*Problem to work on:* Look through the material below. Return exactly the lines from the one with "index dip: (184, 134)" through the one with "pinky tip: (399, 128)", both included.

*Records to use:*

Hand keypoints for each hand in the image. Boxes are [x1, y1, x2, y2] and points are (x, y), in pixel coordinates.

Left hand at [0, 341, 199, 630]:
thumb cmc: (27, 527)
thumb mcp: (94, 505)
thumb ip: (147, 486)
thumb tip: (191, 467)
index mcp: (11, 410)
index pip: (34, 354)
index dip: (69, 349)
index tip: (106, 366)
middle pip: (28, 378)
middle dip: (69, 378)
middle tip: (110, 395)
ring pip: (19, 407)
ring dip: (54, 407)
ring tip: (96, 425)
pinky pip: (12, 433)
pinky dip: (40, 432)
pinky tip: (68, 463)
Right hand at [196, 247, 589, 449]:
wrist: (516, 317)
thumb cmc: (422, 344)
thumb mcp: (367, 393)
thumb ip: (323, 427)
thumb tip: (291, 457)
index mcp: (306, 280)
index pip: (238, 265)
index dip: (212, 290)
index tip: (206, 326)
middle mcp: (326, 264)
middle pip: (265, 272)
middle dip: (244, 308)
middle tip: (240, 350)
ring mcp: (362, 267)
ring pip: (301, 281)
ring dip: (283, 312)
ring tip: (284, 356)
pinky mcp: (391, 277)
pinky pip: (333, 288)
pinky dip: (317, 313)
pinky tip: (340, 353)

---

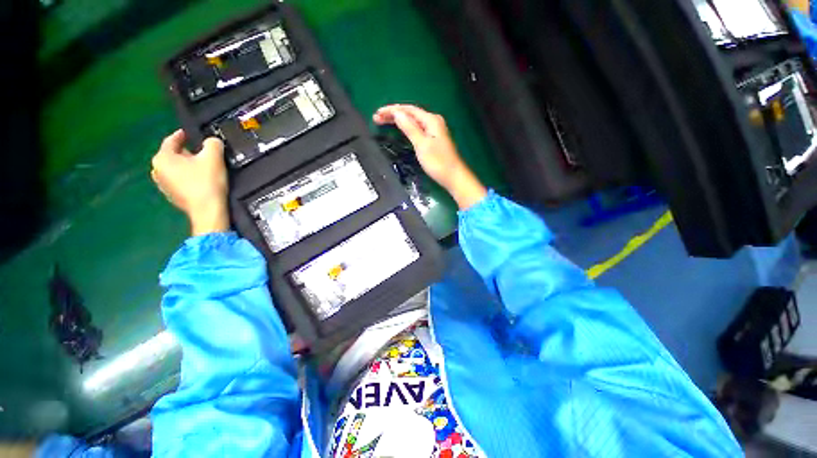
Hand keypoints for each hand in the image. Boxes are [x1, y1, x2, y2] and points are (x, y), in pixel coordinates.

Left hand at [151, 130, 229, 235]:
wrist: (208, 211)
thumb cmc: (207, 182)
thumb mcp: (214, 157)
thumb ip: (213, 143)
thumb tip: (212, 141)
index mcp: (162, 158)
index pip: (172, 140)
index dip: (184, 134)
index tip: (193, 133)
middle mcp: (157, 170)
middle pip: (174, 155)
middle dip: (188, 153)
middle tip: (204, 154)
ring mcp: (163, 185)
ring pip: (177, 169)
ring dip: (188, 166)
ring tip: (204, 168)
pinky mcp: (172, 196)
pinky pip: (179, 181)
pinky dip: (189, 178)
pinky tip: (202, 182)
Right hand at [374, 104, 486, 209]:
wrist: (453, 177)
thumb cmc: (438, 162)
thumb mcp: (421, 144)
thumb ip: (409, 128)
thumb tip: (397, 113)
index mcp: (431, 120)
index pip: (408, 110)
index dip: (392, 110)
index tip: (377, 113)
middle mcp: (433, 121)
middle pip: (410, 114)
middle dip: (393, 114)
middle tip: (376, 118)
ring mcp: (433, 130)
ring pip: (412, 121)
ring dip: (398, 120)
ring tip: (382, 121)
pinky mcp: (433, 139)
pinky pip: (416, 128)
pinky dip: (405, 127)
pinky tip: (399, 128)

*Solution to this task:*
index dip: (184, 134)
index tip: (193, 133)
middle mcp: (157, 170)
middle pip: (174, 155)
middle dip: (188, 153)
middle tip: (204, 154)
ring mcp: (163, 185)
ring pip: (177, 169)
ring dip: (188, 166)
ring tip: (204, 168)
pinky mcp: (172, 196)
pinky pip: (179, 181)
pinky dip: (189, 178)
pinky tip: (202, 182)
Right hand at [374, 104, 486, 209]:
wrist: (453, 177)
thumb cmc: (438, 162)
thumb mcp: (421, 144)
thumb ip: (409, 128)
thumb tip: (397, 113)
index mcp: (431, 120)
index pip: (408, 110)
index dip: (392, 110)
index tip: (377, 113)
middle mcp: (433, 121)
middle pip: (410, 114)
middle dip: (393, 114)
middle tip: (376, 118)
ring mcp: (433, 130)
ring pip: (412, 121)
ring dip: (398, 120)
ring tip: (382, 121)
pinky mcp: (433, 139)
pinky pip: (416, 128)
pinky dip: (405, 127)
pinky tip: (399, 128)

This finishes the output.